| INSTRUCTIONS FOR THE TASK |
In the records below, find each line containing the word "瑞和新城主街" and copy it.

| Stored data entries |
= Beginning of Section =

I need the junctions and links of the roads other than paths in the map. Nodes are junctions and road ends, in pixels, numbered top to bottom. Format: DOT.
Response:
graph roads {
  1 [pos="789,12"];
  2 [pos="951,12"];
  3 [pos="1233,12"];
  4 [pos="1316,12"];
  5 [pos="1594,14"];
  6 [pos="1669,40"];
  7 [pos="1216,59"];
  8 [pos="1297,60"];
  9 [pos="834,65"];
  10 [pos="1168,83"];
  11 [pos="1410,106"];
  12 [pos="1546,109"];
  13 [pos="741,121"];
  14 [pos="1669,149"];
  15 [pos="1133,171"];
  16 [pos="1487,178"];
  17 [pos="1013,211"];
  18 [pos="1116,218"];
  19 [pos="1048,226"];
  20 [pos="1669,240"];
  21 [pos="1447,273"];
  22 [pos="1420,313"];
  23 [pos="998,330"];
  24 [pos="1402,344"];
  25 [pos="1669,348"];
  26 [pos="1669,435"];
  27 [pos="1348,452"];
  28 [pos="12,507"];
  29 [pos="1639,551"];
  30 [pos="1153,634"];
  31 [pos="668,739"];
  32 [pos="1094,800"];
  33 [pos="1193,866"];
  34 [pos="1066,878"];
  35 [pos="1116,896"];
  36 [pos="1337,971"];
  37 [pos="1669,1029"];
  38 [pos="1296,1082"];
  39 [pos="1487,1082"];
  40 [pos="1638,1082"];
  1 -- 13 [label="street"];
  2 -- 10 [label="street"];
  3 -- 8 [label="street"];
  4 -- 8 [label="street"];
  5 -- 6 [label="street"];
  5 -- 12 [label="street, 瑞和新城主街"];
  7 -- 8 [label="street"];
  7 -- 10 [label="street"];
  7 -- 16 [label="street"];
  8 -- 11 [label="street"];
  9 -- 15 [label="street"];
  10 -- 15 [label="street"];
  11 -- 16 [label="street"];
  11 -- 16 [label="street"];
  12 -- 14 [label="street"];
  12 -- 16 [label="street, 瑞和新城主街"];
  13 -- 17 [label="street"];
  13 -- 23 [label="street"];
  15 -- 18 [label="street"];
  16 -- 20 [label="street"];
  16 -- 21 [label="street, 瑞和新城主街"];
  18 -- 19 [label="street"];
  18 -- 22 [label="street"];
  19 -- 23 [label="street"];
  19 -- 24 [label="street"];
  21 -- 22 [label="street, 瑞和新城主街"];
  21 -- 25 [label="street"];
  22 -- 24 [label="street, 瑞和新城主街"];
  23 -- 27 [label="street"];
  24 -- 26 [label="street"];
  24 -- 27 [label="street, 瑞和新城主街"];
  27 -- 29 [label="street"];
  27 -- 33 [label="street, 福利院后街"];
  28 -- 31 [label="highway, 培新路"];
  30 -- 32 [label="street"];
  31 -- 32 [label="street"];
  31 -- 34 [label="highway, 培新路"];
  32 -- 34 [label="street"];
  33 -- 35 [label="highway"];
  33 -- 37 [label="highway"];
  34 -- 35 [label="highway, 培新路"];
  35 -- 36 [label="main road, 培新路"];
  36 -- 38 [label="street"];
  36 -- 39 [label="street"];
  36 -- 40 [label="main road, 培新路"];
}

= End of Section =

| RESPONSE AREA |
  5 -- 12 [label="street, 瑞和新城主街"];
  12 -- 16 [label="street, 瑞和新城主街"];
  16 -- 21 [label="street, 瑞和新城主街"];
  21 -- 22 [label="street, 瑞和新城主街"];
  22 -- 24 [label="street, 瑞和新城主街"];
  24 -- 27 [label="street, 瑞和新城主街"];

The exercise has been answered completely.